Silvis was worried that the chest protector might give her a false sense security.
Silvis stated, “What you don’t want is for someone wearing a chest protector and to think that I am protected from this injury. Now I can be a bit more reckless.”
Before Monday’s NFL game Dr. Chad Stephens was a private practitioner near Dallas who is an interventional pain specialist and sports medicine specialist. He had only recommended chest pads for high-school sports like lacrosse and baseball, where commotio coris is much more prevalent.
Stephens stated that he was not a proponent of players having a chest pad to use in non-projectile sports. Stephens said, “I was not as convinced that something similar could happen in football.” It is forcing me to reexamine my entire stance.”
Rob Vito is the founder and chief executive officer of Unequal Technologies. He said that his cell phone has been constantly ringing with calls from parents, coaches and players.
This company produces chest pads made from Kevlar. It is the same material that bulletproof vests are made of.
Vito stated, “We are getting calls from baseball dads and soccer moms.” Every sport is reaching out.”
Is it possible to prevent commotio coris?
Penn State Health’s Silvis suggests that coaches teach young hockey players the proper techniques to use when confronted with a ball or puck.
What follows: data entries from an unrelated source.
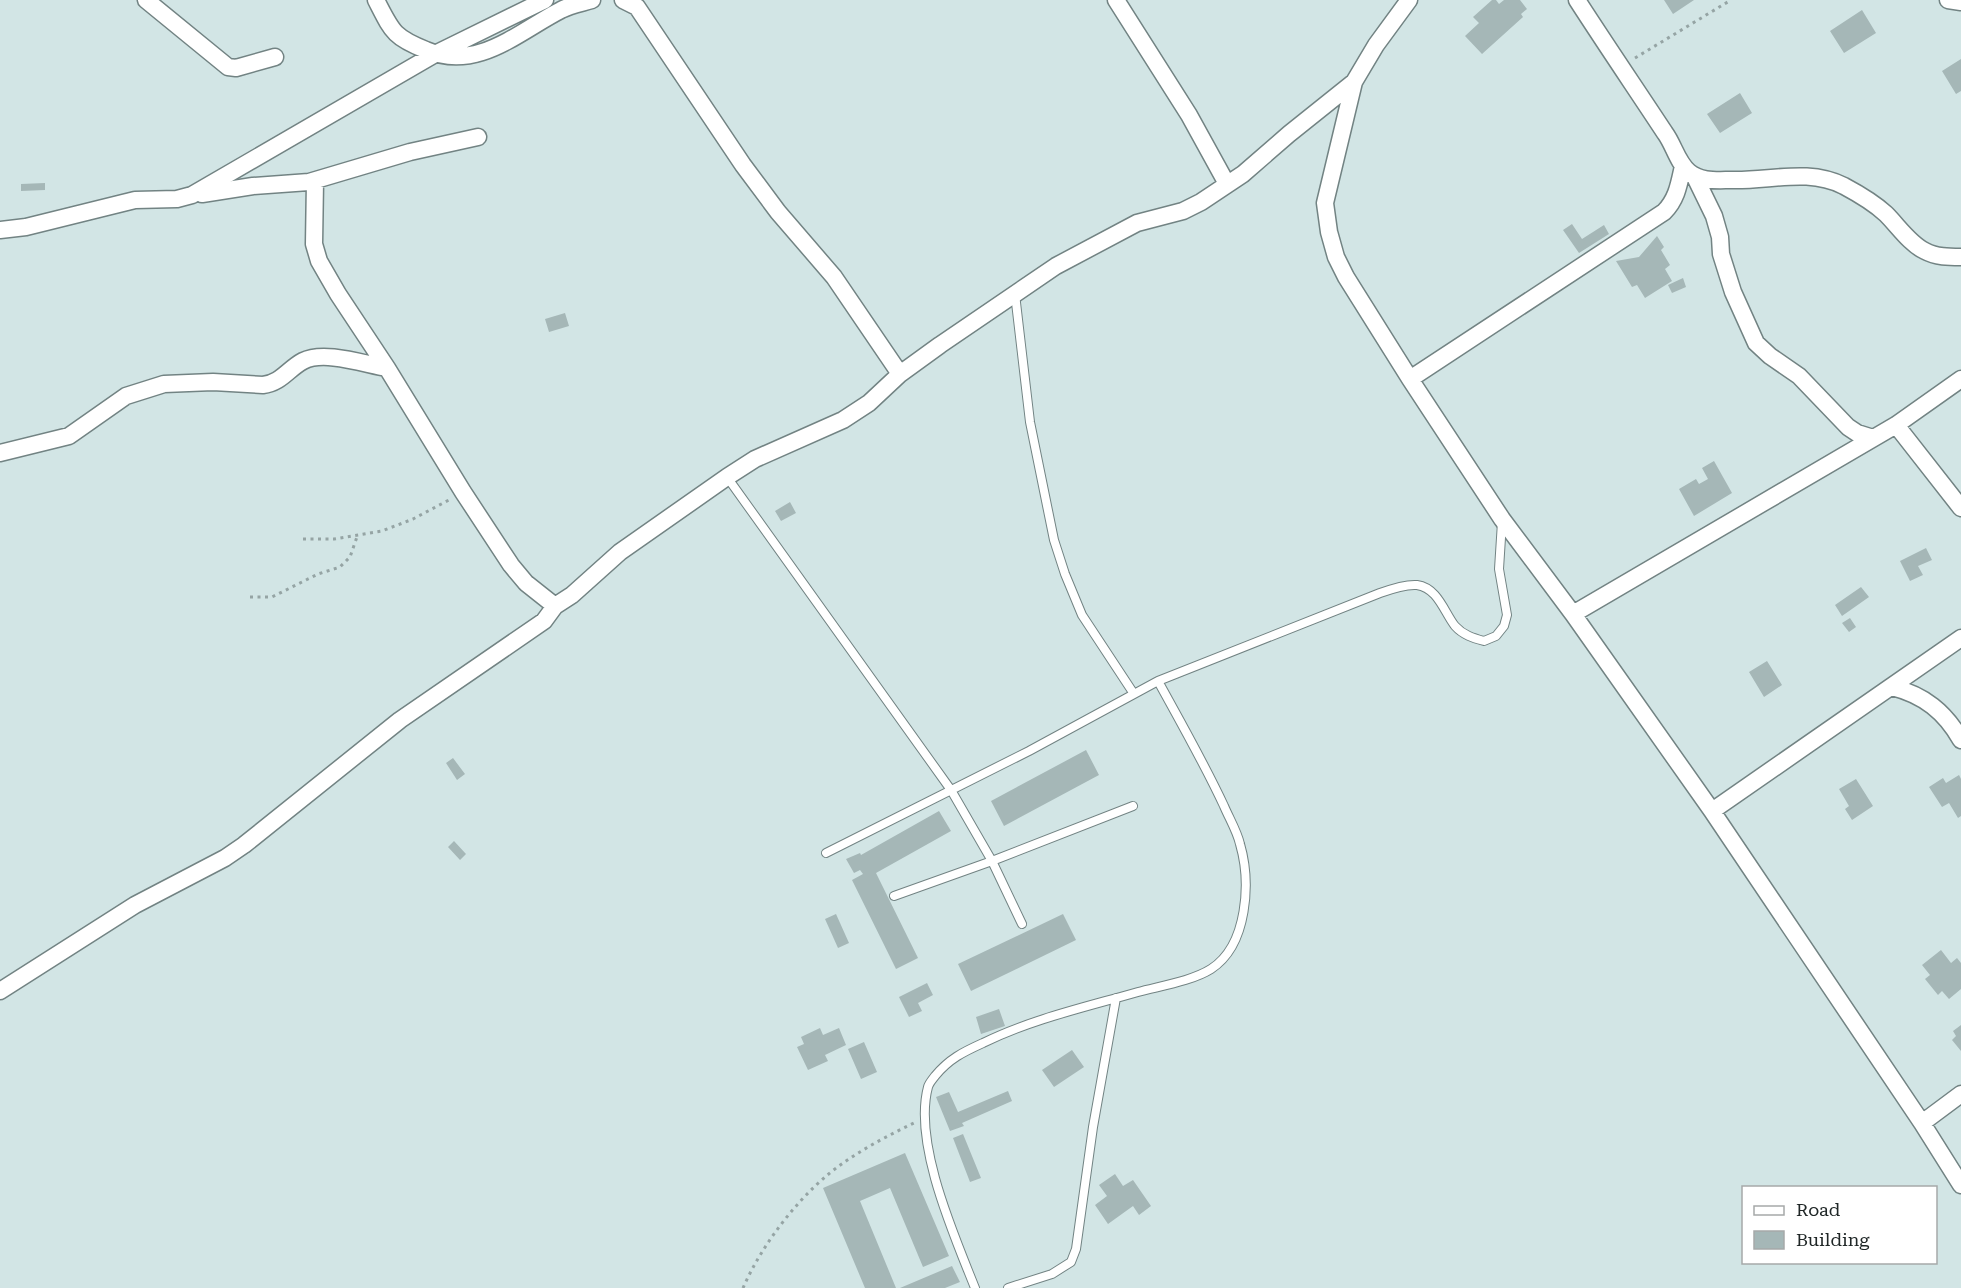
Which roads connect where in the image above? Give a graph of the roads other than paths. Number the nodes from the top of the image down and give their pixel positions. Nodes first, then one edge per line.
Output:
1 (146, 0) edge
2 (376, 0) edge
3 (545, 0) edge
4 (592, 0) edge
5 (623, 0) edge
6 (1116, 0) edge
7 (1409, 0) edge
8 (1577, 0) edge
9 (1948, 0) edge
10 (1961, 2) edge
11 (435, 54) junction
12 (275, 57) dead end
13 (1354, 82) junction
14 (478, 137) dead end
15 (1689, 171) junction
16 (315, 181) junction
17 (1227, 184) junction
18 (192, 195) junction
19 (0, 230) edge
20 (1961, 257) edge
21 (1015, 294) junction
22 (387, 368) junction
23 (900, 374) junction
24 (1410, 379) junction
25 (1961, 379) edge
26 (1896, 424) junction
27 (1873, 438) junction
28 (0, 453) edge
29 (727, 477) junction
30 (1961, 508) edge
31 (1502, 519) junction
32 (555, 606) junction
33 (1573, 614) junction
34 (1961, 638) edge
35 (1158, 681) junction
36 (1892, 687) junction
37 (1134, 694) junction
38 (1961, 741) edge
39 (951, 790) junction
40 (1132, 806) dead end
41 (1712, 811) junction
42 (826, 853) dead end
43 (992, 861) junction
44 (894, 896) dead end
45 (1022, 924) dead end
46 (0, 990) edge
47 (1116, 998) junction
48 (1961, 1094) edge
49 (1922, 1123) junction
50 (1961, 1185) edge
51 (975, 1288) edge
52 (1008, 1288) edge

1 - 12 street
2 - 11 street
3 - 11 street
4 - 11 street
5 - 23 street
6 - 17 street
7 - 13 street
8 - 15 street
9 - 10 street
11 - 18 street
13 - 17 street
13 - 24 street
14 - 16 street
15 - 20 street
15 - 24 street
15 - 27 street
16 - 18 street
16 - 22 street
17 - 21 street
18 - 19 street
21 - 23 street
21 - 37 lane
22 - 28 street
22 - 32 street
23 - 29 street
24 - 31 street
25 - 26 street
26 - 27 street
26 - 30 street
27 - 33 street
29 - 32 street
29 - 39 lane
31 - 33 street
31 - 35 lane
32 - 46 street
33 - 41 street
34 - 36 street
35 - 37 lane
35 - 47 lane
36 - 38 street
36 - 41 street
37 - 39 lane
39 - 42 lane
39 - 43 lane
40 - 43 lane
41 - 49 street
43 - 44 lane
43 - 45 lane
47 - 51 lane
47 - 52 lane
48 - 49 street
49 - 50 street

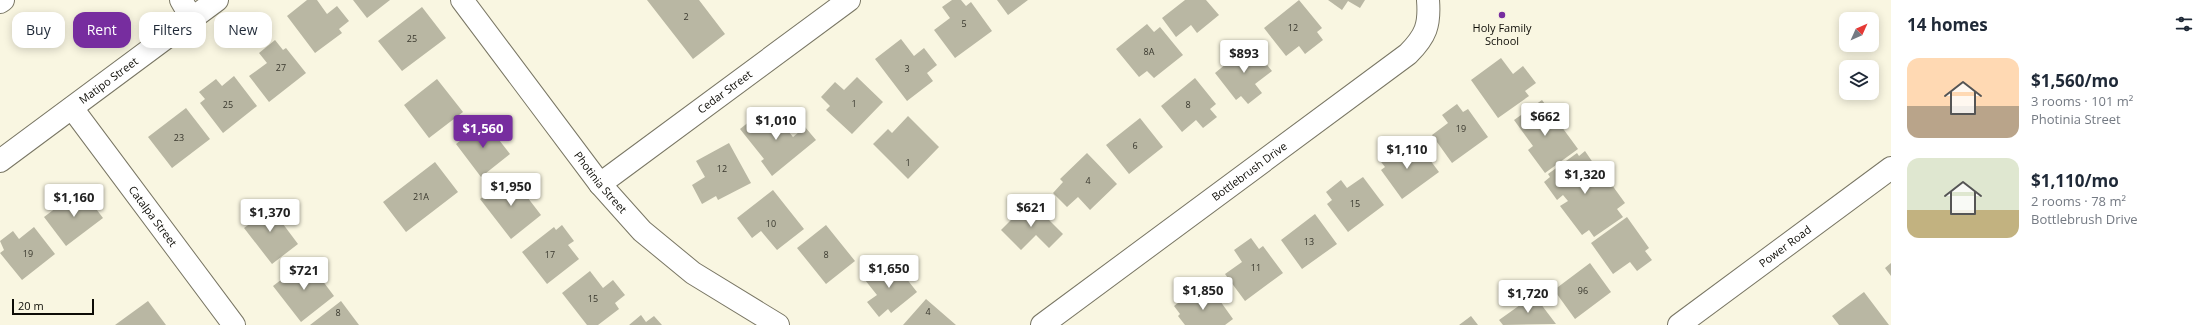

These cases require players to learn how to move their bodies to the sides, in order to avoid a collision with the chest.
Roberts from the University of Minnesota says that the best way to prevent children from suffering cardiac arrest is for coaches to teach CPR and have access to AEDs quickly.
Roberts is an affiliate of the National Academy of Sports Medicine. He said, “If you look at the risk of adding a breastplate, compared with the risk of training everyone in hands-only CPR, having an AED at each site, it would fall heavily upon CPR and AEDs for lives saved.”
Instead of parents purchasing a chest protector for their children, Silvis asked “How can we ensure that our coaches are CPR-trained?” Silvis was curious.
AEDs were widely accepted as necessary for all sports events, not just for the players, but for parents and grandparents, coaches, spectators, and other people watching.
Moffatt stated that although there is no data to show chest protectors protect against commotio coris, it may be worth considering for young athletes who play in sports like baseball, lacrosse, and hockey.
Moffatt stated that “there’s very little harm” and could offer significant benefits. As a father and a doctor I want to help my children.”